<<<<

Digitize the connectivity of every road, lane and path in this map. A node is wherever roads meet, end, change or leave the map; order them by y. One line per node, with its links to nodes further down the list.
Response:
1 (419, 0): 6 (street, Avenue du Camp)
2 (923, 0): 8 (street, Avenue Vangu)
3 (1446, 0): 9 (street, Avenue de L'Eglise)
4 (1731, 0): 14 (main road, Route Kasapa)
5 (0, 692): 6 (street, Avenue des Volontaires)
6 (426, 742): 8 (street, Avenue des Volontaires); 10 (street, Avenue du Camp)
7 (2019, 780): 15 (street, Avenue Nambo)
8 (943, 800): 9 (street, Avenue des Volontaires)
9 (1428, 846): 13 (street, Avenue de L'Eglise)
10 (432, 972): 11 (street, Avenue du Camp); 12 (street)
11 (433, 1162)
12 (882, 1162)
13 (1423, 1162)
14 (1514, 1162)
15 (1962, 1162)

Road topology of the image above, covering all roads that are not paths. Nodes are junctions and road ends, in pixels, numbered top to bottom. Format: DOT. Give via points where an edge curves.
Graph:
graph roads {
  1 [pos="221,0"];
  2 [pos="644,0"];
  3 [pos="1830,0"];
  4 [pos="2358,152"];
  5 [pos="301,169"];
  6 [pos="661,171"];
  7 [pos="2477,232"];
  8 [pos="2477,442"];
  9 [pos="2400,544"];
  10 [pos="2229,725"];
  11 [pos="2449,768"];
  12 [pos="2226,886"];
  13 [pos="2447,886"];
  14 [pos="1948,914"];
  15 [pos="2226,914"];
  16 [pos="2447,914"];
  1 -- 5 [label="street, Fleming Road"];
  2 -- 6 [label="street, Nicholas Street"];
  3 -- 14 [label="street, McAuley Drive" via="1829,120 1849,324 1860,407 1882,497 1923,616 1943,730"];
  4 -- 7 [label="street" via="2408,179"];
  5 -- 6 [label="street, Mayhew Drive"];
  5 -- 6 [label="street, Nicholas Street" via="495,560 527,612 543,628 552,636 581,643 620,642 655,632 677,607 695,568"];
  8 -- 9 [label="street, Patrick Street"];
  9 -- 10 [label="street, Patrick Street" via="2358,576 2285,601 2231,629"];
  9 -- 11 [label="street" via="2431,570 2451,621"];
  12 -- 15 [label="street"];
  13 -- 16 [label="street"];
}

>>>>

» Exercise:
All the material above is to be retyped exactly as it appears.

» Task output:
Digitize the connectivity of every road, lane and path in this map. A node is wherever roads meet, end, change or leave the map; order them by y. One line per node, with its links to nodes further down the list.
Response:
1 (419, 0): 6 (street, Avenue du Camp)
2 (923, 0): 8 (street, Avenue Vangu)
3 (1446, 0): 9 (street, Avenue de L'Eglise)
4 (1731, 0): 14 (main road, Route Kasapa)
5 (0, 692): 6 (street, Avenue des Volontaires)
6 (426, 742): 8 (street, Avenue des Volontaires); 10 (street, Avenue du Camp)
7 (2019, 780): 15 (street, Avenue Nambo)
8 (943, 800): 9 (street, Avenue des Volontaires)
9 (1428, 846): 13 (street, Avenue de L'Eglise)
10 (432, 972): 11 (street, Avenue du Camp); 12 (street)
11 (433, 1162)
12 (882, 1162)
13 (1423, 1162)
14 (1514, 1162)
15 (1962, 1162)

Road topology of the image above, covering all roads that are not paths. Nodes are junctions and road ends, in pixels, numbered top to bottom. Format: DOT. Give via points where an edge curves.
Graph:
graph roads {
  1 [pos="221,0"];
  2 [pos="644,0"];
  3 [pos="1830,0"];
  4 [pos="2358,152"];
  5 [pos="301,169"];
  6 [pos="661,171"];
  7 [pos="2477,232"];
  8 [pos="2477,442"];
  9 [pos="2400,544"];
  10 [pos="2229,725"];
  11 [pos="2449,768"];
  12 [pos="2226,886"];
  13 [pos="2447,886"];
  14 [pos="1948,914"];
  15 [pos="2226,914"];
  16 [pos="2447,914"];
  1 -- 5 [label="street, Fleming Road"];
  2 -- 6 [label="street, Nicholas Street"];
  3 -- 14 [label="street, McAuley Drive" via="1829,120 1849,324 1860,407 1882,497 1923,616 1943,730"];
  4 -- 7 [label="street" via="2408,179"];
  5 -- 6 [label="street, Mayhew Drive"];
  5 -- 6 [label="street, Nicholas Street" via="495,560 527,612 543,628 552,636 581,643 620,642 655,632 677,607 695,568"];
  8 -- 9 [label="street, Patrick Street"];
  9 -- 10 [label="street, Patrick Street" via="2358,576 2285,601 2231,629"];
  9 -- 11 [label="street" via="2431,570 2451,621"];
  12 -- 15 [label="street"];
  13 -- 16 [label="street"];
}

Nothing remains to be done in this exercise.